3. Il primo motivo è inammissibile quanto alla dedotta mancata valutazione da parte del giudice del merito del fatto “storico” del valore a metro quadro di alcuni degli immobili accertati, non avendo parte ricorrente indicato il luogo processuale, né formulato il giudizio di decisività del suddetto fatto ai fini della decisione, ossia il ragionamento logico-deduttivo, in forza del quale l’esame di tale elemento, ove esaminato dal giudice del merito, avrebbe condotto a una diversa soluzione della controversia.
4. Infondato e’, poi, il suddetto motivo sotto il profilo della insufficiente motivazione, posto che il sindacato di legittimità sulla motivazione resta circoscritto alla sola verifica della violazione del minimo costituzionale richiesto dall’art. 111 Cost., comma 6, individuabile nelle ipotesi di nullità della sentenza per violazione dell’art. 132 c.p.c., comma 2, n. 4, in caso di mancanza o motivazione apparente o manifestamente contraddittoria (Cass., Sez.
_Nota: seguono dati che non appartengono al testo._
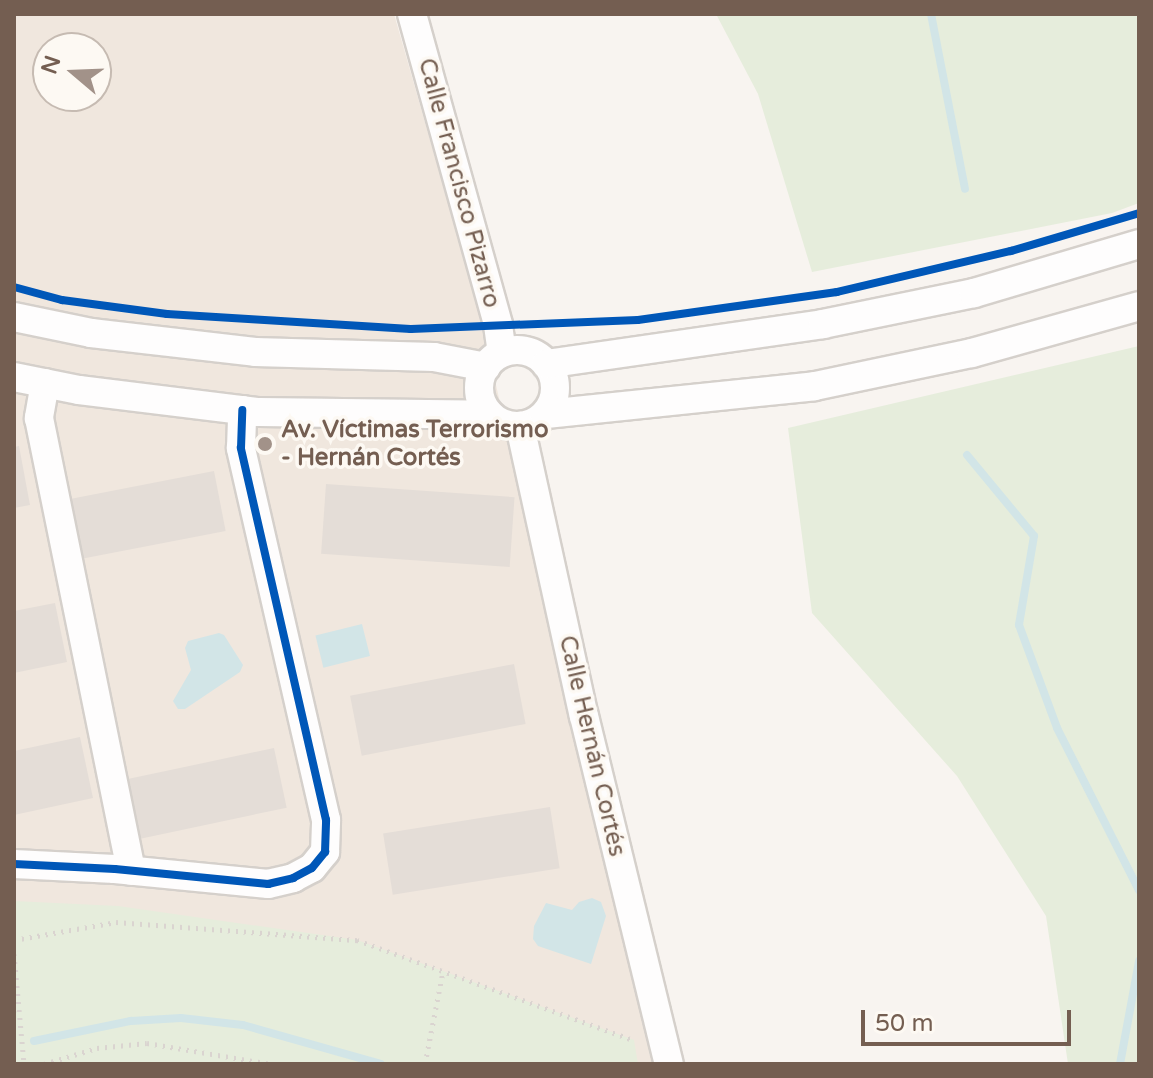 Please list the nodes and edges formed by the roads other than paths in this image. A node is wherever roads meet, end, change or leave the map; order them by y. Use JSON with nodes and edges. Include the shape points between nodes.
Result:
{"nodes":[{"id":1,"x":412,"y":14,"type":"edge"},
{"id":2,"x":1139,"y":244,"type":"edge"},
{"id":3,"x":1139,"y":306,"type":"edge"},
{"id":4,"x":14,"y":317,"type":"edge"},
{"id":5,"x":494,"y":360,"type":"junction"},
{"id":6,"x":546,"y":364,"type":"junction"},
{"id":7,"x":14,"y":377,"type":"edge"},
{"id":8,"x":45,"y":383,"type":"junction"},
{"id":9,"x":242,"y":410,"type":"junction"},
{"id":10,"x":490,"y":415,"type":"junction"},
{"id":11,"x":533,"y":420,"type":"junction"},
{"id":12,"x":14,"y":864,"type":"edge"},
{"id":13,"x":131,"y":871,"type":"junction"},
{"id":14,"x":669,"y":1064,"type":"edge"}],
"edges":[{"from":1,"to":5,"type":"street","name":"Calle Francisco Pizarro","via":[[498,325]]},
{"from":2,"to":6,"type":"street","via":[[974,293],[823,324]]},
{"from":3,"to":11,"type":"street","via":[[972,353],[815,386]]},
{"from":4,"to":5,"type":"street","via":[[91,333],[255,352]]},
{"from":5,"to":6,"type":"street","via":[[518,350]]},
{"from":5,"to":10,"type":"street","via":[[480,383],[481,400]]},
{"from":6,"to":11,"type":"street","via":[[554,389]]},
{"from":7,"to":8,"type":"street"},
{"from":8,"to":9,"type":"street"},
{"from":8,"to":13,"type":"street","via":[[39,418]]},
{"from":9,"to":10,"type":"street"},
{"from":9,"to":13,"type":"street","via":[[241,448],[326,820],[325,852],[303,873],[268,884]]},
{"from":10,"to":11,"type":"street","via":[[499,422]]},
{"from":11,"to":14,"type":"street","name":"Calle Hernán Cortés","via":[[584,716]]},
{"from":12,"to":13,"type":"street"}]}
III, 12 ottobre 2017, n. 23940; Cass., Sez. U., 7 aprile 2014, n. 8053). Nella specie, il giudice di appello ha ripreso, per relationem, i molteplici elementi indiziari individuati dal giudice di prime cure, consistenti nell’incongruità dei valori dichiarati rispetto a quelli definiti per le aree fabbricabili ai fini ICI dal Comune del luogo dove si trovano gli immobili, nonché in relazione ai valori espressi dalla società che rilevava trimestralmente i prezzi degli immobili e ai valori desumibili dai prestiti contratti dagli acquirenti degli immobili, corredati dalle relative perizie bancarie, nonché (infine) ai valori risultanti dai contratti preliminari stipulati in relazione ad alcune delle compravendite, così dando contezza del percorso motivazionale seguito.
5. Parimenti inammissibile è la deduzione secondo cui sarebbero carenti alcuni elementi indiziari in fatto indicati nella sentenza impugnata (perizie di mutuo e contratti di mutuo), non avendo il ricorrente, in relazione a tale accertamento in fatto compiuto dal giudice di appello, fornito alcun elemento di riscontro.
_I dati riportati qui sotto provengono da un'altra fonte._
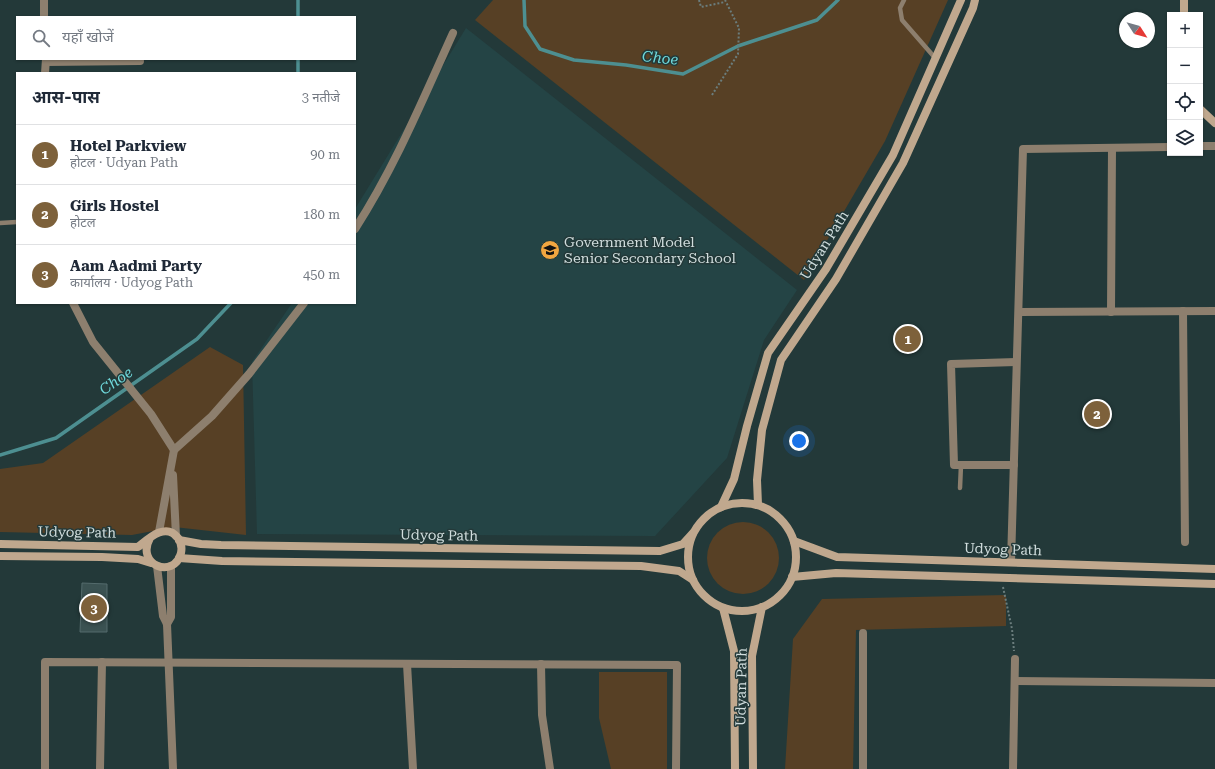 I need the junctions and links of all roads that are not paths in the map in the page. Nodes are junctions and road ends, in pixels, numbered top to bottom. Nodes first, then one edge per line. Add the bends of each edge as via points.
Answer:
1 (44, 0) edge
2 (904, 0) edge
3 (961, 0) edge
4 (975, 0) edge
5 (1184, 0) edge
6 (1184, 12) edge
7 (44, 16) edge
8 (453, 33) dead end
9 (936, 59) junction
10 (46, 60) edge
11 (140, 61) dead end
12 (45, 72) edge
13 (1203, 112) edge
14 (1215, 123) edge
15 (1203, 146) edge
16 (1215, 146) edge
17 (1167, 147) edge
18 (1112, 148) junction
19 (16, 222) edge
20 (0, 223) edge
21 (356, 227) edge
22 (74, 304) edge
23 (303, 304) edge
24 (1183, 311) junction
25 (1215, 311) edge
26 (1019, 312) junction
27 (1111, 312) junction
28 (1016, 362) junction
29 (174, 450) junction
30 (173, 460) junction
31 (961, 465) junction
32 (1014, 465) junction
33 (960, 488) dead end
34 (758, 505) junction
35 (721, 507) junction
36 (159, 532) junction
37 (693, 533) junction
38 (150, 538) junction
39 (178, 538) junction
40 (794, 541) junction
41 (1185, 542) dead end
42 (0, 544) edge
43 (0, 556) edge
44 (179, 558) junction
45 (1011, 562) junction
46 (154, 564) junction
47 (171, 566) junction
48 (1215, 569) edge
49 (792, 577) junction
50 (693, 580) junction
51 (1215, 584) edge
52 (762, 607) junction
53 (723, 608) junction
54 (167, 624) junction
55 (863, 633) dead end
56 (1015, 659) road end
57 (102, 662) junction
58 (168, 662) junction
59 (407, 664) junction
60 (541, 664) junction
61 (1015, 681) junction
62 (1215, 683) edge
63 (45, 769) edge
64 (100, 769) edge
65 (173, 769) edge
66 (413, 769) edge
67 (550, 769) edge
68 (676, 769) edge
69 (735, 769) edge
70 (753, 769) edge
71 (863, 769) edge
72 (1013, 769) edge

1 - 7 street
2 - 9 lane via 900,8 902,20
3 - 9 main road, Udyan Path
4 - 34 main road, Udyan Path via 903,163 836,279 781,360 762,430 757,480
5 - 6 main road
8 - 21 street via 394,160
9 - 35 main road, Udyan Path via 893,155 826,269 768,353 734,479
10 - 11 street
10 - 12 street
13 - 14 main road
15 - 16 street
17 - 18 street
18 - 26 street via 1023,149
18 - 27 street
19 - 20 lane
22 - 29 street via 93,342 151,414
23 - 29 street via 249,374 212,416
24 - 25 street
24 - 27 street
24 - 41 street
26 - 27 street
26 - 28 street
28 - 31 street via 951,364 954,465
28 - 32 street
29 - 30 street
30 - 36 street
30 - 39 street
31 - 32 street
31 - 33 lane
32 - 45 street
34 - 35 main road via 739,503
34 - 40 main road via 780,519
35 - 37 main road via 708,515
36 - 38 main road
36 - 39 main road via 165,531
37 - 39 main road, Udyog Path via 683,544 660,551 221,545 202,544
37 - 50 main road via 688,556
38 - 42 main road, Udyog Path via 138,547
38 - 46 main road via 146,544 146,551 147,557
39 - 44 main road via 182,549
40 - 45 main road, Udyog Path via 837,556
40 - 49 main road via 796,559
43 - 46 main road, Udyog Path via 102,557 138,559
44 - 47 main road
44 - 50 main road, Udyog Path via 222,561 641,566 679,571
45 - 48 main road, Udyog Path
46 - 47 main road
46 - 54 street via 163,616
47 - 54 street via 171,617
49 - 51 main road, Udyog Path via 836,573
49 - 52 main road via 783,592
50 - 53 main road via 708,600
52 - 53 main road via 742,611
52 - 70 main road, Udyan Path via 752,656
53 - 69 main road, Udyan Path via 734,651
54 - 58 street
55 - 71 street
56 - 61 street
57 - 58 street
57 - 63 street via 45,662
57 - 64 street
58 - 59 street
58 - 65 street
59 - 60 street
59 - 66 street
60 - 67 street via 542,715
60 - 68 street via 677,665
61 - 62 street
61 - 72 street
6. Il secondo motivo è inammissibile, posto che dietro l’apparente vizio di violazione di legge si cela il tentativo di portare davanti al giudice di legittimità la rivalutazione del ragionamento decisorio che ha portato il giudice del merito a ritenere fondata la pretesa dell’Ufficio. Il ricorrente mira, difatti, a trasformare il giudizio di legittimità in un nuovo, non consentito, terzo grado di merito (Cass., Sez. VI, 4 luglio 2017, n. 8758), non essendo in discussione né le norme di distribuzione dell’onere probatorio, né la astratta interpretazione e applicazione delle norme, bensì la loro concreta applicazione, riservata al giudice del merito (Cass., Sez. I, 5 febbraio 2019, n. 3340; Cass., Sez. I, 14 gennaio 2019, n. 640; Cass., Sez. I, 13 ottobre 2017, n. 24155; Cass., Sez. V, Sez. 5, 4 aprile 2013, n. 8315), il cui apprezzamento, al pari di ogni altro giudizio di fatto, può essere esaminato in sede di legittimità soltanto sotto il profilo del vizio di motivazione (Cass., Sez. VI, 3 dicembre 2019, n. 31546; Cass., Sez. U., 5 maggio 2006, n. 10313; Cass., Sez. VI, 12 ottobre 2017, n. 24054). Parte ricorrente censura, difatti, l’erroneo esame del corredo probatorio (a prova diretta e contraria), nonché denuncia la scarsa pregnanza del quadro indiziario addotto dall’Ufficio, così dolendosi, con tutta evidenza, della decisione del caso concreto assunta dal giudice di appello.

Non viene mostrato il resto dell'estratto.